Need it to be dairy-free? The feta adds a lovely creaminess to the dish, but if you’re dairy-free or paleo, you can easily leave the cheese out.
How to Make Shakshuka
Sauté vegetables – Heat the oil in a large skillet over medium heat. Add the onion, bell pepper and garlic to the skillet and cook until the vegetables are soft and fragrant – about 5-10 minutes.
Add spices – Stir in the cumin, paprika, cayenne, curry, turmeric, salt and pepper to the onion mixture and cook while stirring to combine for an additional minute.
Add tomatoes and cheese – Add the diced tomatoes to the skillet and bring sauce to a boil. Reduce heat to a simmer and cook until the sauce thickens a bit – about 10 minutes. Sprinkle the feta cheese to the tomato mixture and stir.
Add eggs – Crack the eggs into the tomato sauce, spacing them out so you get 4-5 eggs in the large skillet. Cover and let the eggs cook, undisturbed for about 5 minutes or until the egg whites are cooked through. Remove the skillet from the heat, uncover and let sit for an additional 1-2 minutes before serving.
How to Serve Shakshuka
To serve shakshuka, spoon 1-2 eggs along with a big serving of tomato sauce onto a plate. Garnish with extra feta cheese and fresh cilantro and parsley. Serve with toast, veggies or a whole grain like quinoa or brown rice for a complete meal.

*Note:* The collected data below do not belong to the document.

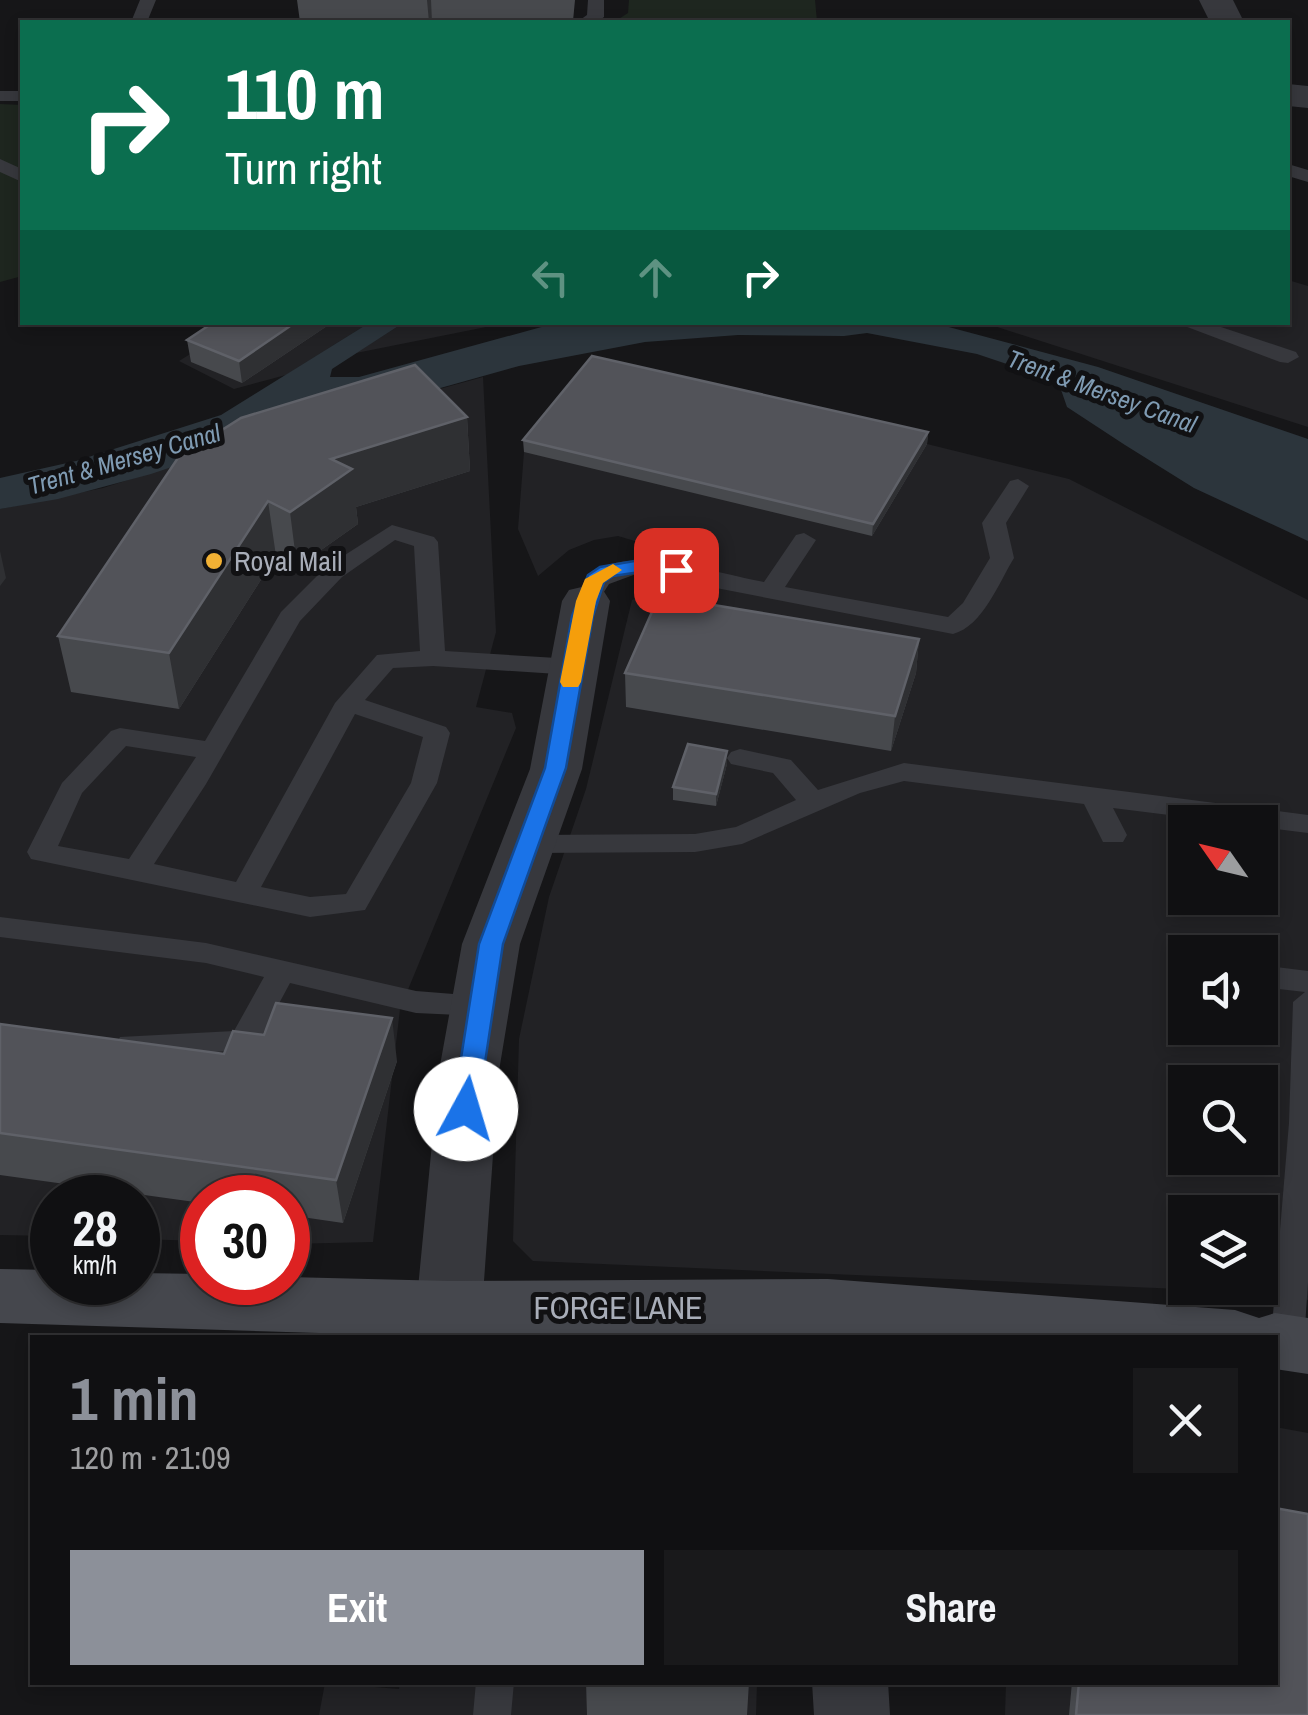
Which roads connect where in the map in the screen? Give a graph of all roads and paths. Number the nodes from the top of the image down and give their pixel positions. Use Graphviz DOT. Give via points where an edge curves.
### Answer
graph roads {
  1 [pos="1193,325"];
  2 [pos="1288,357"];
  3 [pos="1018,486"];
  4 [pos="804,540"];
  5 [pos="771,590"];
  6 [pos="586,601"];
  7 [pos="433,658"];
  8 [pos="573,666"];
  9 [pos="348,703"];
  10 [pos="213,751"];
  11 [pos="740,758"];
  12 [pos="1094,797"];
  13 [pos="814,803"];
  14 [pos="1308,824"];
  15 [pos="1113,834"];
  16 [pos="530,844"];
  17 [pos="136,870"];
  18 [pos="244,893"];
  19 [pos="0,927"];
  20 [pos="282,970"];
  21 [pos="1278,978"];
  22 [pos="1308,982"];
  23 [pos="1308,1002"];
  24 [pos="481,1005"];
  25 [pos="109,1042"];
  26 [pos="0,1296"];
  27 [pos="449,1309"];
  28 [pos="829,1322"];
  29 [pos="1135,1335"];
  30 [pos="1277,1335"];
  31 [pos="494,1685"];
  32 [pos="850,1685"];
  33 [pos="492,1715"];
  34 [pos="852,1715"];
  1 -- 2 [label="lane"];
  3 -- 5 [label="lane" via="994,523 1002,558 953,626"];
  4 -- 5 [label="lane"];
  5 -- 6 [label="lane" via="640,566 607,571 595,579"];
  6 -- 8 [label="street"];
  7 -- 8 [label="lane"];
  7 -- 9 [label="lane" via="386,661"];
  7 -- 10 [label="lane" via="426,542 392,532 334,572 290,617"];
  8 -- 16 [label="street" via="556,768"];
  9 -- 18 [label="lane"];
  9 -- 18 [label="lane" via="436,732 424,783 355,903 310,907"];
  10 -- 17 [label="lane"];
  10 -- 17 [label="lane" via="120,738 71,789 42,852"];
  11 -- 13 [label="lane" via="782,766"];
  12 -- 13 [label="lane" via="904,772"];
  12 -- 14 [label="lane"];
  12 -- 15 [label="lane"];
  13 -- 16 [label="lane" via="742,835 695,844"];
  16 -- 24 [label="street" via="491,944"];
  17 -- 18 [label="lane"];
  19 -- 20 [label="lane"];
  20 -- 24 [label="lane" via="416,1002"];
  20 -- 25 [label="lane" via="243,1042 145,1048"];
  21 -- 22 [label="lane"];
  23 -- 30 [label="lane" via="1304,1123"];
  24 -- 27 [label="street" via="469,1071"];
  26 -- 27 [label="street, FORGE LANE"];
  27 -- 28 [label="street, FORGE LANE"];
  28 -- 29 [label="street, FORGE LANE"];
  31 -- 33 [label="lane"];
  32 -- 34 [label="street"];
}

Since the main protein source for this dish is eggs, you can serve it for just about any meal — breakfast, brunch, lunch or dinner. It comes together quickly and works great as a fast weeknight dinner option. Plus, you can reheat the leftovers for breakfast… score!

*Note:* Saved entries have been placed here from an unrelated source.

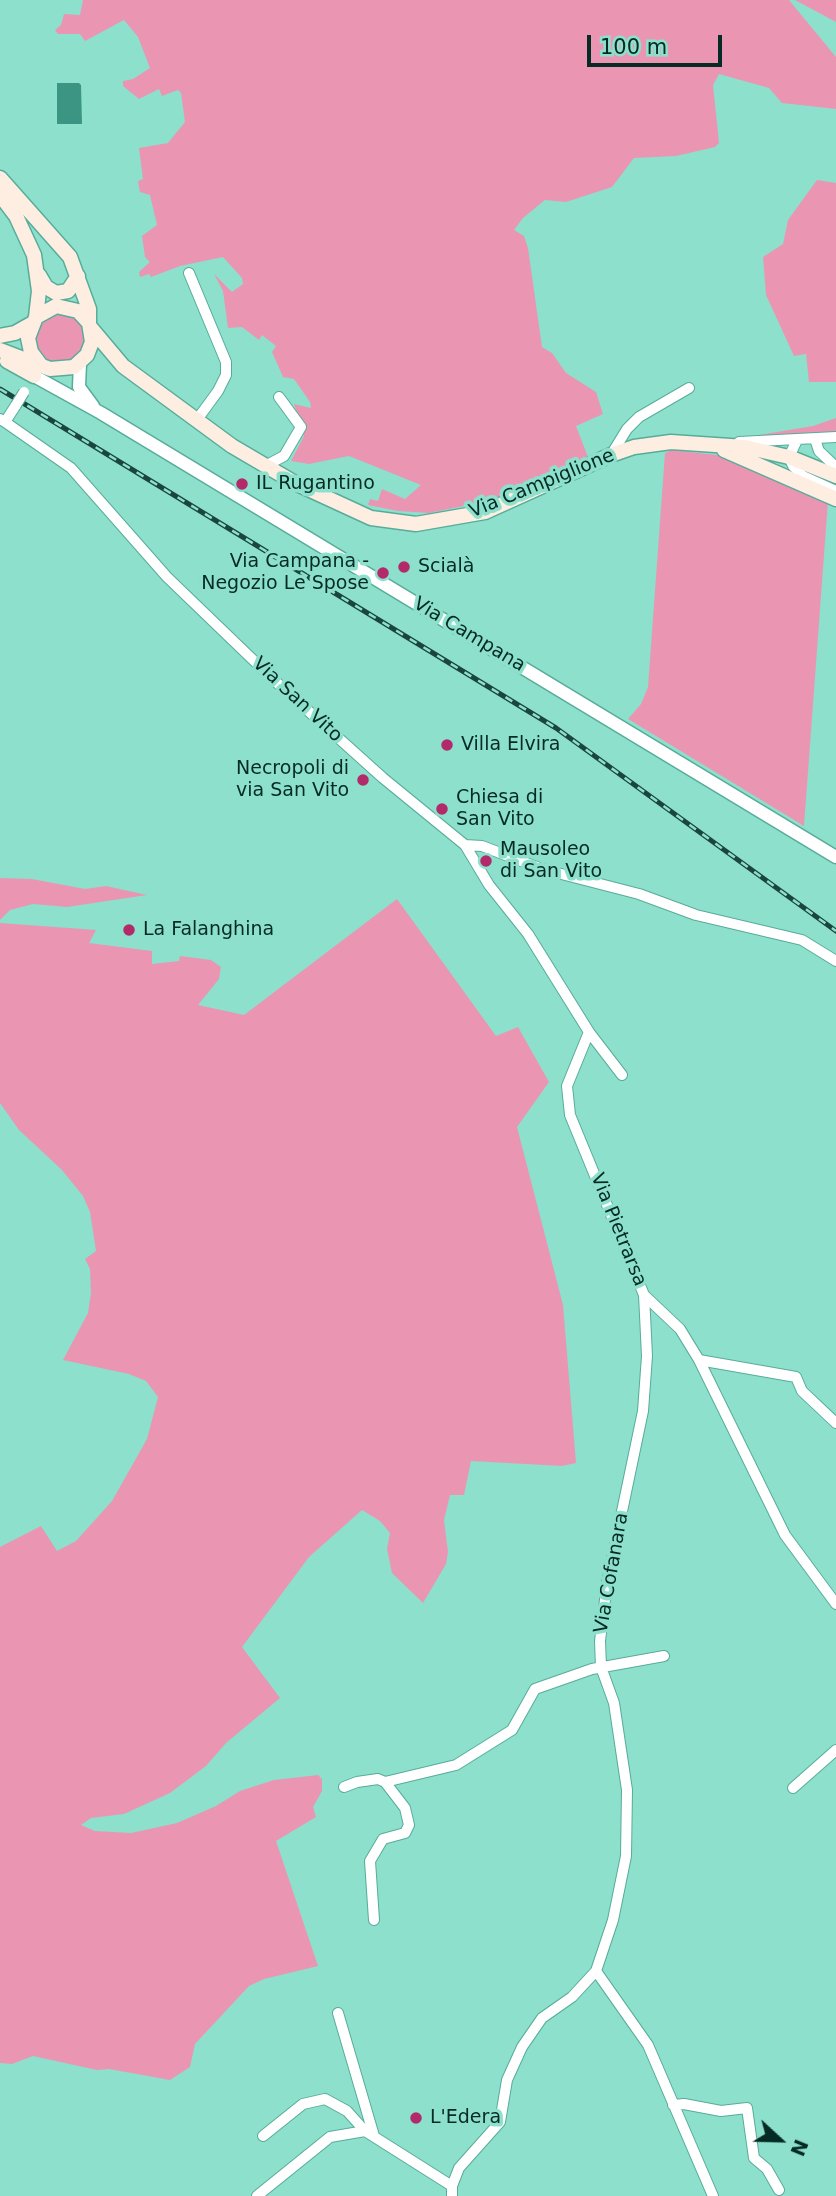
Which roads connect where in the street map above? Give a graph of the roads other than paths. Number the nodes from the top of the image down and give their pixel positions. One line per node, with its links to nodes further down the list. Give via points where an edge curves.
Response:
1 (0, 178): 3 (main road)
2 (0, 195): 4 (main road, via 16,216)
3 (56, 239): 4 (main road, via 42,240); 7 (main road)
4 (34, 255): 6 (main road)
5 (189, 273): 20 (street, via 226,362 218,391)
6 (39, 275): 7 (main road, via 51,291 62,293 73,288); 8 (main road)
7 (78, 276): 9 (main road)
8 (33, 320): 9 (main road, via 48,308 64,306 78,312); 10 (main road, via 15,333); 15 (main road, via 29,345)
9 (90, 326): 13 (main road, via 92,342); 14 (main road, Via Campiglione)
10 (0, 336)
11 (0, 350): 15 (main road)
12 (0, 356): 15 (main road)
13 (82, 362): 14 (main road, Via Campiglione, via 102,358); 15 (main road, via 66,370); 18 (street, Via Campana, via 79,387)
14 (123, 366): 20 (main road, Via Campiglione)
15 (39, 369): 18 (street, Via Campana, via 64,394); 19 (street, bridge)
16 (689, 388): 25 (street, via 639,418)
17 (279, 397): 27 (street, via 301,427 284,456)
18 (101, 414): 33 (street, Via Campana)
19 (3, 420): 32 (street, Via San Vito, via 71,468 167,577 275,681)
20 (196, 421): 27 (main road, Via Campiglione)
21 (836, 437): 22 (street, Via Campiglione)
22 (815, 439): 23 (street, Via Campiglione); 28 (street, via 819,451)
23 (796, 440): 24 (street, Via Campiglione); 26 (street)
24 (710, 444): 25 (main road, Via Campiglione, via 671,442); 26 (main road); 31 (main road)
25 (611, 455): 27 (main road, Via Campiglione, via 485,512 416,524 372,518)
26 (789, 457): 29 (main road); 30 (street, via 803,476)
27 (265, 466)
28 (836, 467)
29 (836, 476)
30 (836, 491)
31 (836, 499)
32 (465, 845): 34 (street, Via San Vito, via 482,846 696,915 802,940); 35 (street)
33 (836, 857)
34 (836, 961)
35 (589, 1032): 36 (street); 37 (street, Via Pietrarsa, via 567,1086 570,1115)
36 (622, 1075)
37 (644, 1295): 38 (street, Via Pietrarsa, via 680,1329); 42 (street, Via Cofanara, via 647,1356 643,1411 603,1606)
38 (699, 1360): 39 (street, via 796,1377 802,1391); 40 (street, Via Pietrarsa, via 785,1535)
39 (836, 1423)
40 (836, 1604)
41 (664, 1656): 42 (street)
42 (601, 1667): 44 (street, via 535,1689 512,1730 475,1756 448,1768); 48 (street, Via Cofanara, via 614,1703 622,1749 626,1856)
43 (836, 1750): 46 (street)
44 (385, 1782): 45 (street); 47 (street, via 405,1808 409,1825 405,1833 383,1839 370,1861)
45 (344, 1787)
46 (793, 1788)
47 (374, 1920)
48 (596, 1972): 50 (street, via 648,2045); 54 (street, Via Cofanara, via 534,2027 512,2064 500,2122 459,2168)
49 (338, 2013): 51 (street)
50 (673, 2105): 53 (street, via 721,2111 747,2108 754,2158); 56 (street)
51 (370, 2134): 52 (street, via 347,2111 325,2099 303,2105); 54 (street); 55 (street, via 330,2137)
52 (263, 2136)
53 (779, 2190)
54 (452, 2191)
55 (257, 2196)
56 (713, 2196)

This easy shakshuka recipe is a healthy one-pan dish with poached eggs in a flavorful tomato sauce. It comes together quickly and can be served any time of the day!
2 Tablespoons olive oil
1 large onion, chopped
1 orange bell pepper, chopped
4 cloves garlic, minced
1/2 teaspoon cumin
1/2 teaspoon paprika
1/4 teaspoon cayenne pepper
1–2 teaspoons curry powder
1/4 teaspoon turmeric
1/2 teaspoon sea salt
1/4 teaspoon ground pepper
28 ounce can diced tomatoes
1/2 cup feta cheese
fresh cilantro and parsley, for serving
Heat oil in a large skillet over medium heat. Add onion, bell pepper and garlic to the skillet and cook until onions are soft and fragrant — about 5 to 10 minutes.
Add cumin, paprika, cayenne, curry, turmeric, salt and pepper. Give the mixture a stir and cook for about 1 minute more. Add diced tomatoes to the skillet and bring sauce to a boil. Reduce heat to a simmer and cook until the sauce thickens up a bit, about 10 minutes. Add feta cheese to the tomato mixture and stir.

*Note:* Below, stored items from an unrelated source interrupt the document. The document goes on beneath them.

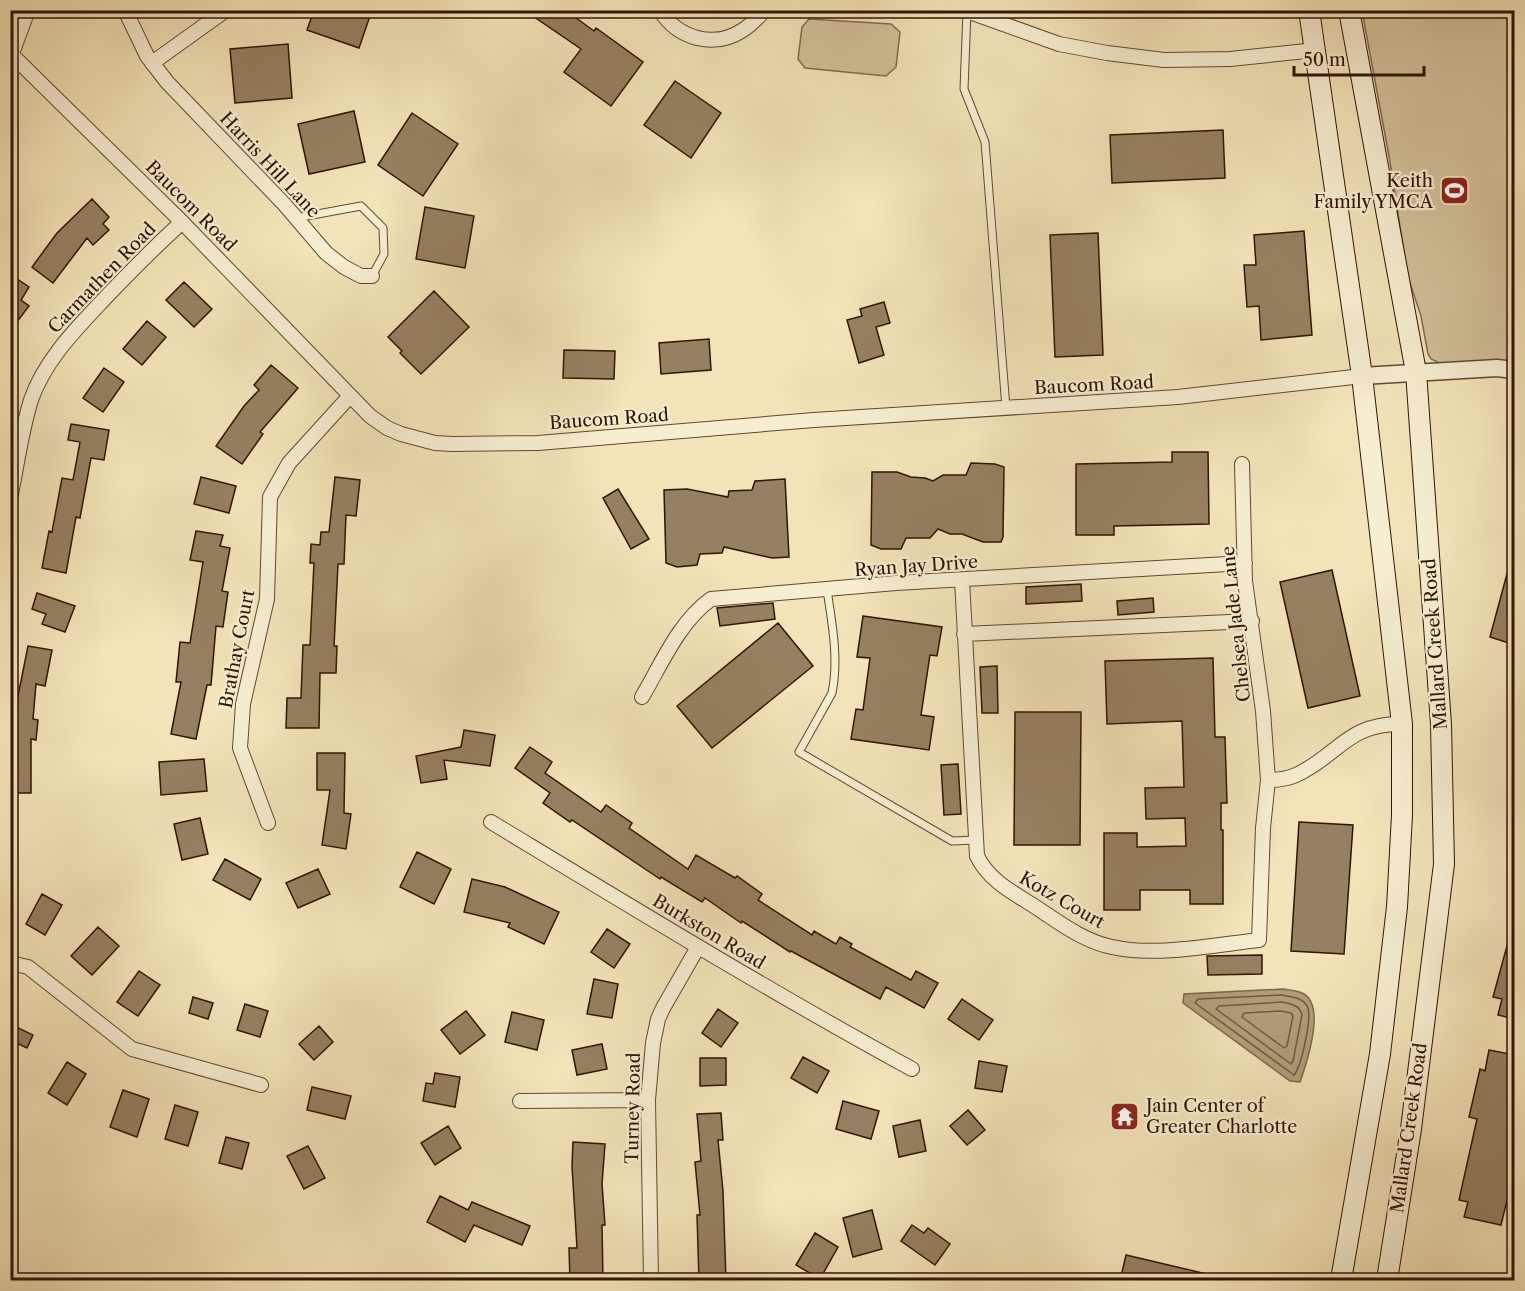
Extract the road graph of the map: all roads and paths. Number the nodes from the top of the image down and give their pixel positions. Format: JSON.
{"nodes":[{"id":1,"x":28,"y":10,"type":"edge"},
{"id":2,"x":125,"y":10,"type":"edge"},
{"id":3,"x":226,"y":10,"type":"edge"},
{"id":4,"x":660,"y":10,"type":"edge"},
{"id":5,"x":765,"y":10,"type":"edge"},
{"id":6,"x":1309,"y":10,"type":"edge"},
{"id":7,"x":966,"y":11,"type":"edge"},
{"id":8,"x":1346,"y":14,"type":"edge"},
{"id":9,"x":1316,"y":50,"type":"junction"},
{"id":10,"x":12,"y":57,"type":"edge"},
{"id":11,"x":152,"y":63,"type":"junction"},
{"id":12,"x":296,"y":218,"type":"junction"},
{"id":13,"x":182,"y":222,"type":"junction"},
{"id":14,"x":372,"y":276,"type":"joint"},
{"id":15,"x":1515,"y":370,"type":"edge"},
{"id":16,"x":1416,"y":372,"type":"junction"},
{"id":17,"x":1362,"y":376,"type":"junction"},
{"id":18,"x":349,"y":397,"type":"junction"},
{"id":19,"x":1006,"y":408,"type":"junction"},
{"id":20,"x":1242,"y":464,"type":"dead end"},
{"id":21,"x":10,"y":499,"type":"edge"},
{"id":22,"x":1245,"y":563,"type":"junction"},
{"id":23,"x":962,"y":580,"type":"junction"},
{"id":24,"x":827,"y":590,"type":"junction"},
{"id":25,"x":1252,"y":621,"type":"junction"},
{"id":26,"x":964,"y":634,"type":"junction"},
{"id":27,"x":642,"y":698,"type":"dead end"},
{"id":28,"x":1402,"y":724,"type":"junction"},
{"id":29,"x":1268,"y":780,"type":"junction"},
{"id":30,"x":490,"y":822,"type":"dead end"},
{"id":31,"x":268,"y":823,"type":"dead end"},
{"id":32,"x":976,"y":840,"type":"junction"},
{"id":33,"x":698,"y":947,"type":"junction"},
{"id":34,"x":10,"y":963,"type":"edge"},
{"id":35,"x":912,"y":1069,"type":"dead end"},
{"id":36,"x":261,"y":1085,"type":"dead end"},
{"id":37,"x":648,"y":1100,"type":"junction"},
{"id":38,"x":520,"y":1101,"type":"dead end"},
{"id":39,"x":651,"y":1281,"type":"edge"},
{"id":40,"x":1341,"y":1281,"type":"edge"},
{"id":41,"x":1387,"y":1281,"type":"edge"}],
"edges":[{"from":1,"to":10,"type":"street"},
{"from":2,"to":11,"type":"street","name":"Harris Hill Lane"},
{"from":3,"to":11,"type":"street"},
{"from":4,"to":5,"type":"street"},
{"from":6,"to":9,"type":"main road"},
{"from":7,"to":9,"type":"street"},
{"from":7,"to":19,"type":"lane"},
{"from":8,"to":16,"type":"main road","name":"Mallard Creek Road"},
{"from":9,"to":17,"type":"main road"},
{"from":10,"to":13,"type":"street","name":"Baucom Road"},
{"from":11,"to":12,"type":"street","name":"Harris Hill Lane"},
{"from":12,"to":14,"type":"street","name":"Harris Hill Lane"},
{"from":12,"to":14,"type":"lane"},
{"from":13,"to":18,"type":"street","name":"Baucom Road"},
{"from":13,"to":21,"type":"street","name":"Carmathen Road"},
{"from":15,"to":16,"type":"street"},
{"from":16,"to":17,"type":"street"},
{"from":16,"to":41,"type":"main road","name":"Mallard Creek Road"},
{"from":17,"to":19,"type":"street","name":"Baucom Road"},
{"from":17,"to":28,"type":"main road"},
{"from":18,"to":19,"type":"street","name":"Baucom Road"},
{"from":18,"to":31,"type":"street","name":"Brathay Court"},
{"from":20,"to":22,"type":"street","name":"Chelsea Jade Lane"},
{"from":22,"to":23,"type":"street","name":"Ryan Jay Drive"},
{"from":22,"to":25,"type":"street","name":"Chelsea Jade Lane"},
{"from":23,"to":24,"type":"street","name":"Ryan Jay Drive"},
{"from":23,"to":26,"type":"street","name":"Kotz Court"},
{"from":24,"to":27,"type":"street","name":"Ryan Jay Drive"},
{"from":24,"to":32,"type":"lane"},
{"from":25,"to":26,"type":"street"},
{"from":25,"to":29,"type":"street","name":"Chelsea Jade Lane"},
{"from":26,"to":32,"type":"street","name":"Kotz Court"},
{"from":28,"to":29,"type":"street"},
{"from":28,"to":40,"type":"main road"},
{"from":29,"to":32,"type":"street","name":"Kotz Court"},
{"from":30,"to":33,"type":"street","name":"Burkston Road"},
{"from":33,"to":35,"type":"street","name":"Burkston Road"},
{"from":33,"to":37,"type":"street","name":"Turney Road"},
{"from":34,"to":36,"type":"street"},
{"from":37,"to":38,"type":"street"},
{"from":37,"to":39,"type":"street","name":"Turney Road"}]}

Crack eggs into tomato sauce. You should be able to fit 4-5 eggs in a large skillet. Cover and let the eggs cook for about 5 minutes, or until the egg whites are completely cooked through. Remove skillet from heat, uncover and let sit for a 1-2 minutes before serving.
Spoon 1-2 eggs along with a big serving of tomato sauce on to each plate. Garnish with extra feta cheese and fresh cilantro and parsley. Serve with toast, veggies or over a whole grain like quinoa or brown rice for a complete meal.